::: Data records

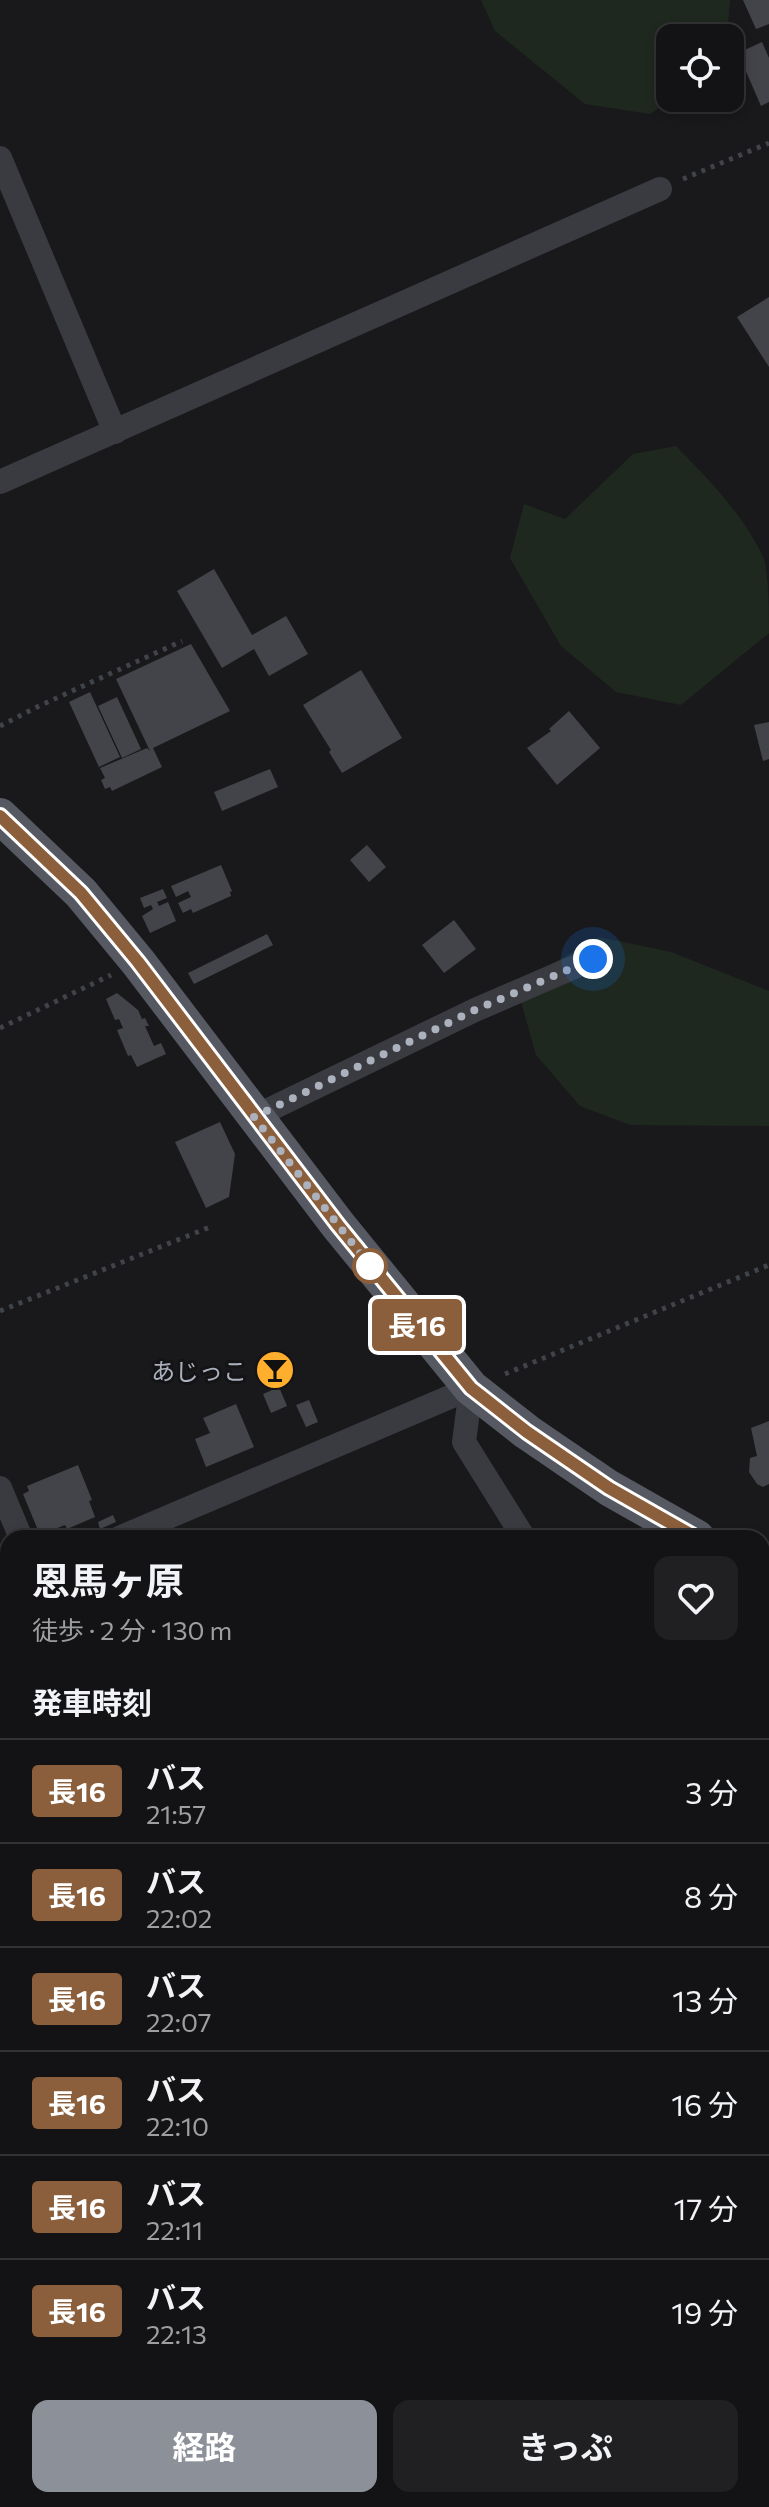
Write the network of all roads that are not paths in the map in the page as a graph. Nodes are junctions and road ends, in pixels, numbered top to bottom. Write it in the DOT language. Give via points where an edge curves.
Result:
graph roads {
  1 [pos="0,158"];
  2 [pos="660,189"];
  3 [pos="115,432"];
  4 [pos="0,482"];
  5 [pos="0,816"];
  6 [pos="593,959"];
  7 [pos="254,1117"];
  8 [pos="471,1388"];
  9 [pos="0,1488"];
  10 [pos="18,1530"];
  11 [pos="138,1530"];
  12 [pos="519,1530"];
  13 [pos="683,1530"];
  1 -- 3 [label="street"];
  2 -- 3 [label="street"];
  3 -- 4 [label="street"];
  5 -- 7 [label="main road" via="81,893"];
  6 -- 7 [label="street"];
  7 -- 8 [label="main road"];
  8 -- 11 [label="street"];
  8 -- 12 [label="street" via="464,1442"];
  8 -- 13 [label="main road" via="609,1488"];
  9 -- 10 [label="street"];
}
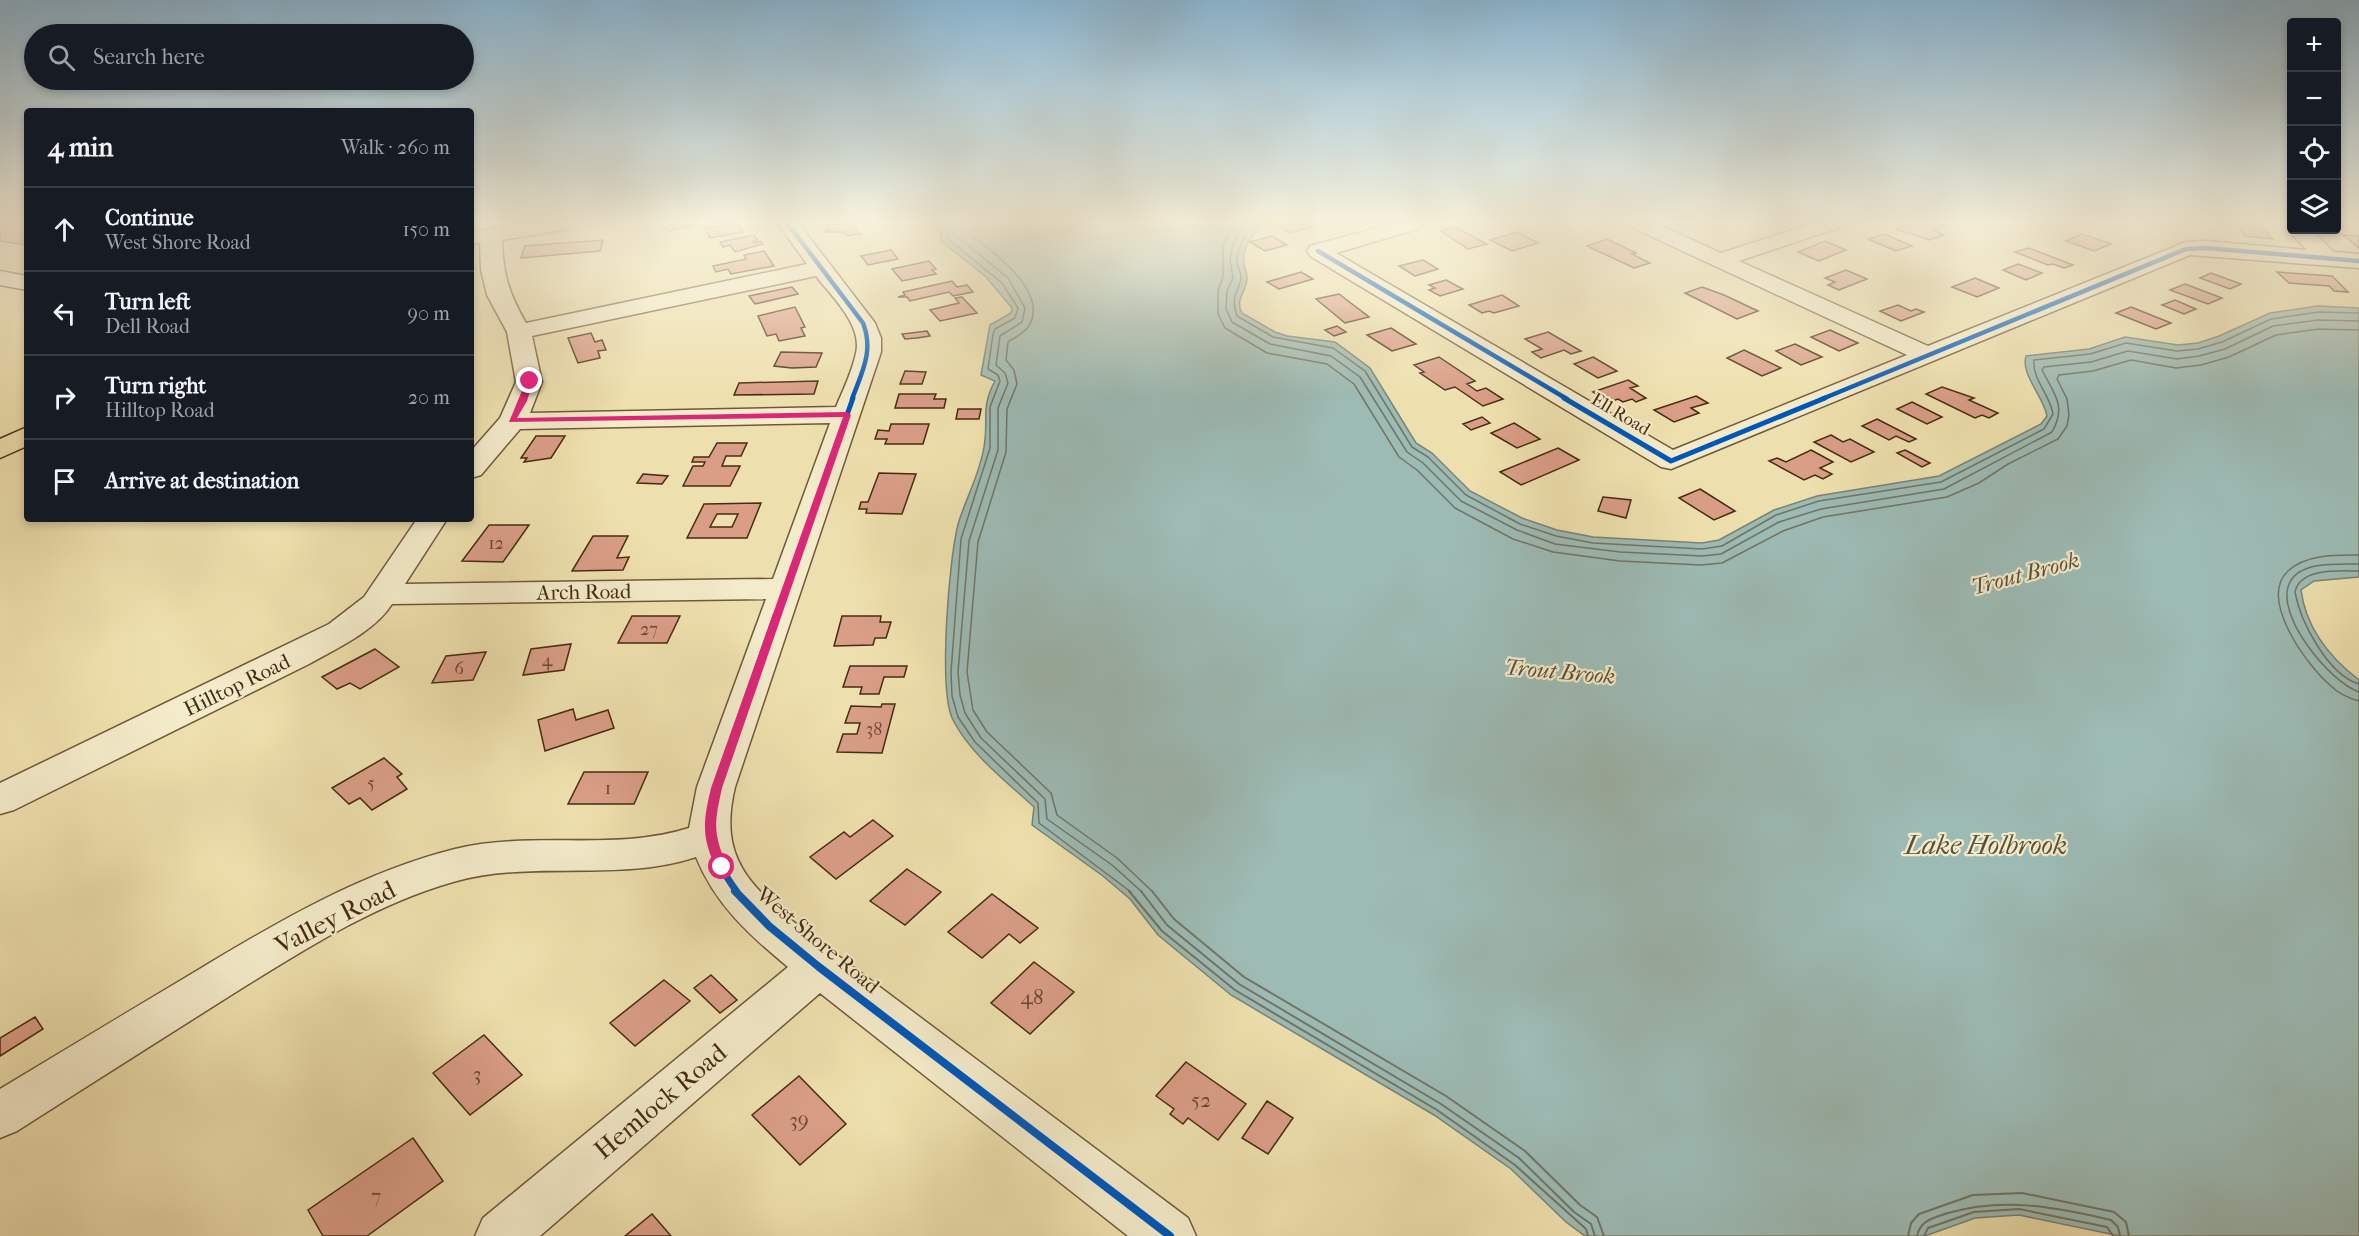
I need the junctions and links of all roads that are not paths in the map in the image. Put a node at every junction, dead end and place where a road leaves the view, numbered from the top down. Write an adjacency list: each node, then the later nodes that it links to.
1 (495, 282): 7 (street)
2 (756, 282): 7 (street)
3 (831, 282): 9 (street, West Shore Road)
4 (1370, 282): 8 (street, Ell Road)
5 (1767, 282): 8 (street)
6 (2106, 282): 8 (street)
7 (519, 332): 10 (street)
8 (1927, 355)
9 (847, 415): 10 (street); 15 (street, West Shore Road)
10 (512, 421): 13 (street)
11 (24, 437): 12 (main road)
12 (0, 450)
13 (474, 465)
14 (430, 522): 16 (street, Hilltop Road)
15 (785, 589): 16 (street, Arch Road); 18 (street, West Shore Road)
16 (383, 594): 17 (street, Hilltop Road)
17 (0, 800)
18 (710, 837): 19 (street, West Shore Road); 20 (street, Valley Road)
19 (819, 967): 21 (street, Hemlock Road); 22 (street, West Shore Road)
20 (0, 1116)
21 (501, 1236)
22 (1170, 1236)

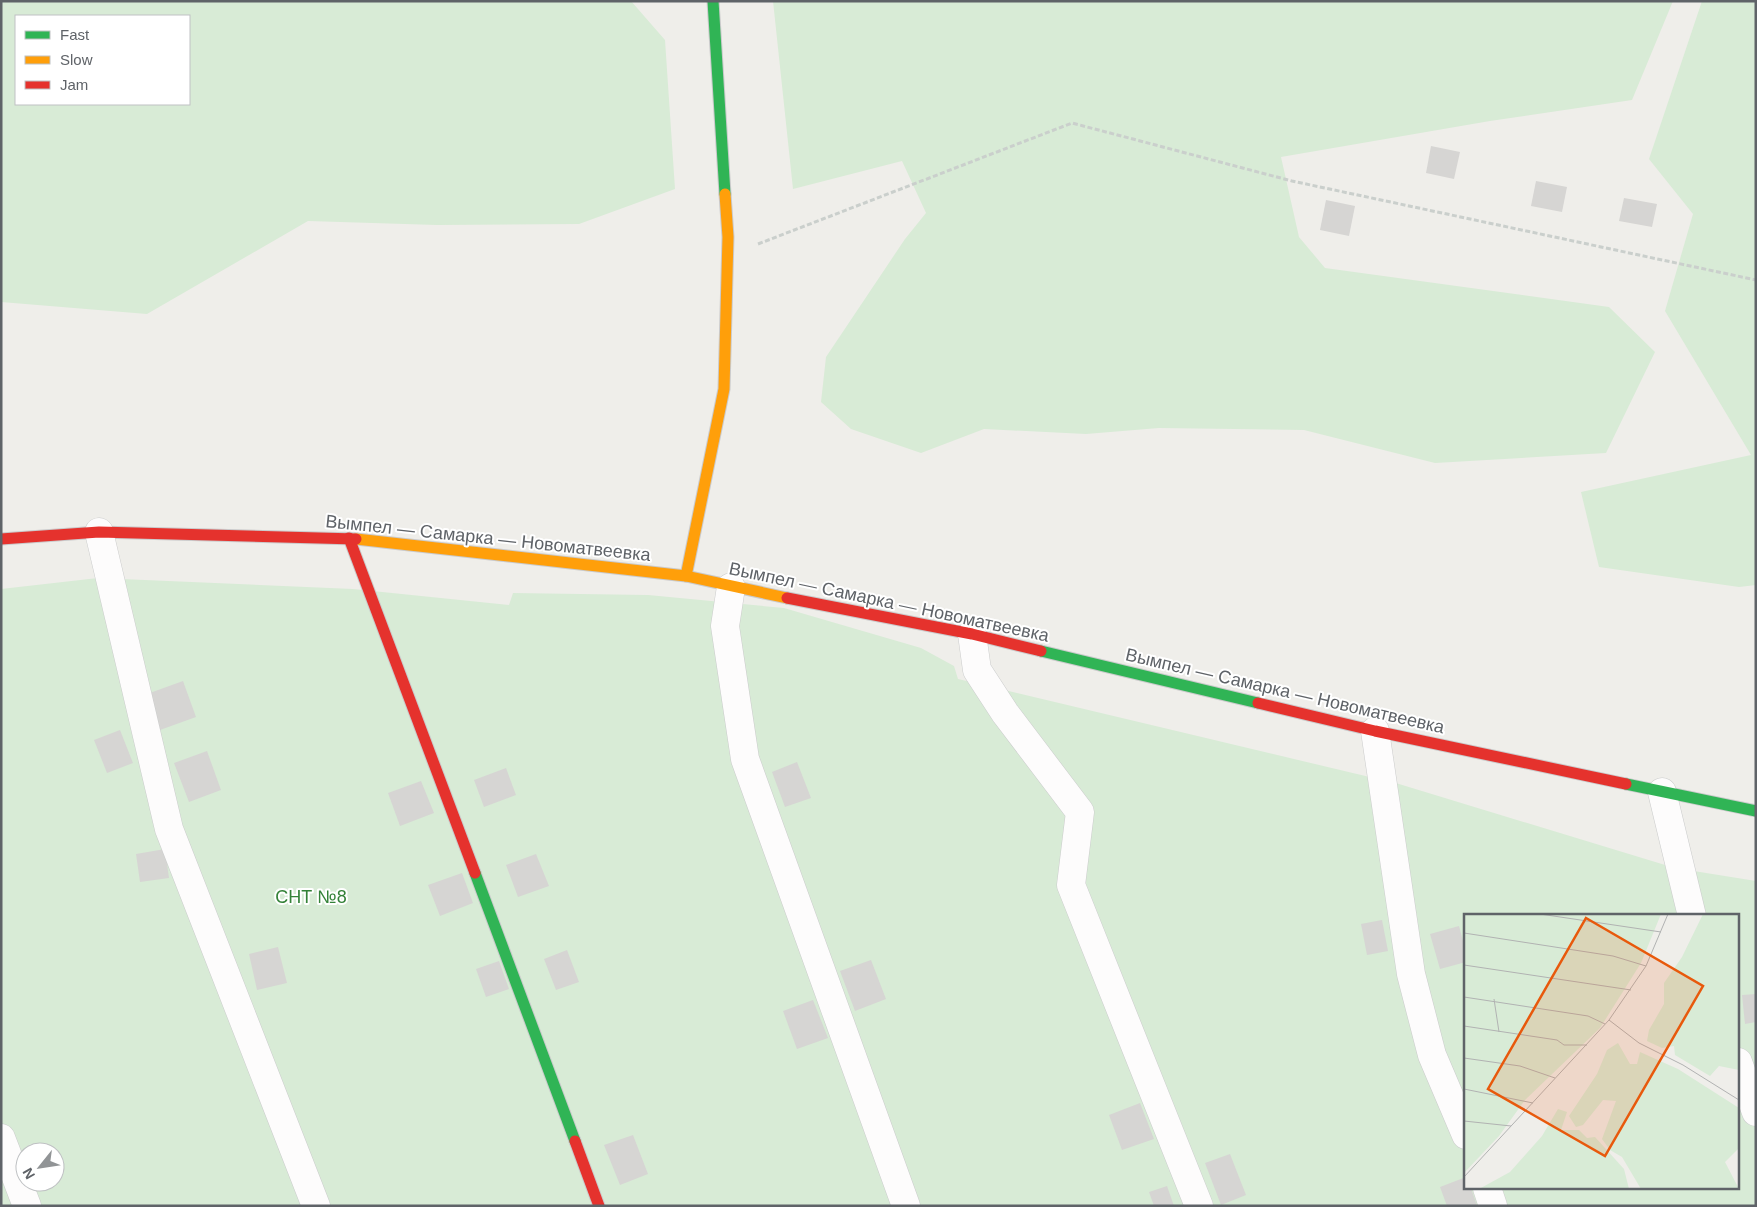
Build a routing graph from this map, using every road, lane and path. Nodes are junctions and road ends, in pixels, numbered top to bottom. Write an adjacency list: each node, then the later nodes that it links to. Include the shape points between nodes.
1 (713, 1): 2 (main road)
2 (727, 256): 3 (path, via 1072,124 1292,182); 7 (main road, via 724,389)
3 (1756, 280)
4 (99, 532): 5 (main road, Вымпел — Самарка — Новоматвеевка); 6 (main road, Вымпел — Самарка — Новоматвеевка); 20 (street, via 169,829)
5 (349, 538): 7 (main road, Вымпел — Самарка — Новоматвеевка); 21 (main road)
6 (1, 539)
7 (686, 576): 8 (main road, Вымпел — Самарка — Новоматвеевка)
8 (731, 587): 9 (main road, Вымпел — Самарка — Новоматвеевка); 22 (street, via 725,626 745,759)
9 (972, 634): 10 (main road, Вымпел — Самарка — Новоматвеевка); 23 (street, via 978,670 1005,712 1080,812 1071,884)
10 (1375, 731): 11 (main road, Вымпел — Самарка — Новоматвеевка); 16 (street, via 1411,974 1432,1055)
11 (1662, 792): 12 (main road, Вымпел — Самарка — Новоматвеевка); 13 (street)
12 (1756, 811)
13 (1692, 914)
14 (1740, 1068): 15 (street)
15 (1756, 1112)
16 (1464, 1130)
17 (1, 1138): 19 (street)
18 (1488, 1190): 24 (street)
19 (27, 1206)
20 (316, 1206)
21 (599, 1206)
22 (906, 1206)
23 (1200, 1206)
24 (1494, 1206)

::::::

Work instructions: Print all entries exactly; skip the pictures.

Result for this exercise:
Write the network of all roads that are not paths in the map in the page as a graph. Nodes are junctions and road ends, in pixels, numbered top to bottom. Write it in the DOT language. Give via points where an edge curves.
Result:
graph roads {
  1 [pos="0,158"];
  2 [pos="660,189"];
  3 [pos="115,432"];
  4 [pos="0,482"];
  5 [pos="0,816"];
  6 [pos="593,959"];
  7 [pos="254,1117"];
  8 [pos="471,1388"];
  9 [pos="0,1488"];
  10 [pos="18,1530"];
  11 [pos="138,1530"];
  12 [pos="519,1530"];
  13 [pos="683,1530"];
  1 -- 3 [label="street"];
  2 -- 3 [label="street"];
  3 -- 4 [label="street"];
  5 -- 7 [label="main road" via="81,893"];
  6 -- 7 [label="street"];
  7 -- 8 [label="main road"];
  8 -- 11 [label="street"];
  8 -- 12 [label="street" via="464,1442"];
  8 -- 13 [label="main road" via="609,1488"];
  9 -- 10 [label="street"];
}
I need the junctions and links of all roads that are not paths in the map in the image. Put a node at every junction, dead end and place where a road leaves the view, numbered from the top down. Write an adjacency list: each node, then the later nodes that it links to.
1 (495, 282): 7 (street)
2 (756, 282): 7 (street)
3 (831, 282): 9 (street, West Shore Road)
4 (1370, 282): 8 (street, Ell Road)
5 (1767, 282): 8 (street)
6 (2106, 282): 8 (street)
7 (519, 332): 10 (street)
8 (1927, 355)
9 (847, 415): 10 (street); 15 (street, West Shore Road)
10 (512, 421): 13 (street)
11 (24, 437): 12 (main road)
12 (0, 450)
13 (474, 465)
14 (430, 522): 16 (street, Hilltop Road)
15 (785, 589): 16 (street, Arch Road); 18 (street, West Shore Road)
16 (383, 594): 17 (street, Hilltop Road)
17 (0, 800)
18 (710, 837): 19 (street, West Shore Road); 20 (street, Valley Road)
19 (819, 967): 21 (street, Hemlock Road); 22 (street, West Shore Road)
20 (0, 1116)
21 (501, 1236)
22 (1170, 1236)

Build a routing graph from this map, using every road, lane and path. Nodes are junctions and road ends, in pixels, numbered top to bottom. Write an adjacency list: each node, then the later nodes that it links to. Include the shape points between nodes.
1 (713, 1): 2 (main road)
2 (727, 256): 3 (path, via 1072,124 1292,182); 7 (main road, via 724,389)
3 (1756, 280)
4 (99, 532): 5 (main road, Вымпел — Самарка — Новоматвеевка); 6 (main road, Вымпел — Самарка — Новоматвеевка); 20 (street, via 169,829)
5 (349, 538): 7 (main road, Вымпел — Самарка — Новоматвеевка); 21 (main road)
6 (1, 539)
7 (686, 576): 8 (main road, Вымпел — Самарка — Новоматвеевка)
8 (731, 587): 9 (main road, Вымпел — Самарка — Новоматвеевка); 22 (street, via 725,626 745,759)
9 (972, 634): 10 (main road, Вымпел — Самарка — Новоматвеевка); 23 (street, via 978,670 1005,712 1080,812 1071,884)
10 (1375, 731): 11 (main road, Вымпел — Самарка — Новоматвеевка); 16 (street, via 1411,974 1432,1055)
11 (1662, 792): 12 (main road, Вымпел — Самарка — Новоматвеевка); 13 (street)
12 (1756, 811)
13 (1692, 914)
14 (1740, 1068): 15 (street)
15 (1756, 1112)
16 (1464, 1130)
17 (1, 1138): 19 (street)
18 (1488, 1190): 24 (street)
19 (27, 1206)
20 (316, 1206)
21 (599, 1206)
22 (906, 1206)
23 (1200, 1206)
24 (1494, 1206)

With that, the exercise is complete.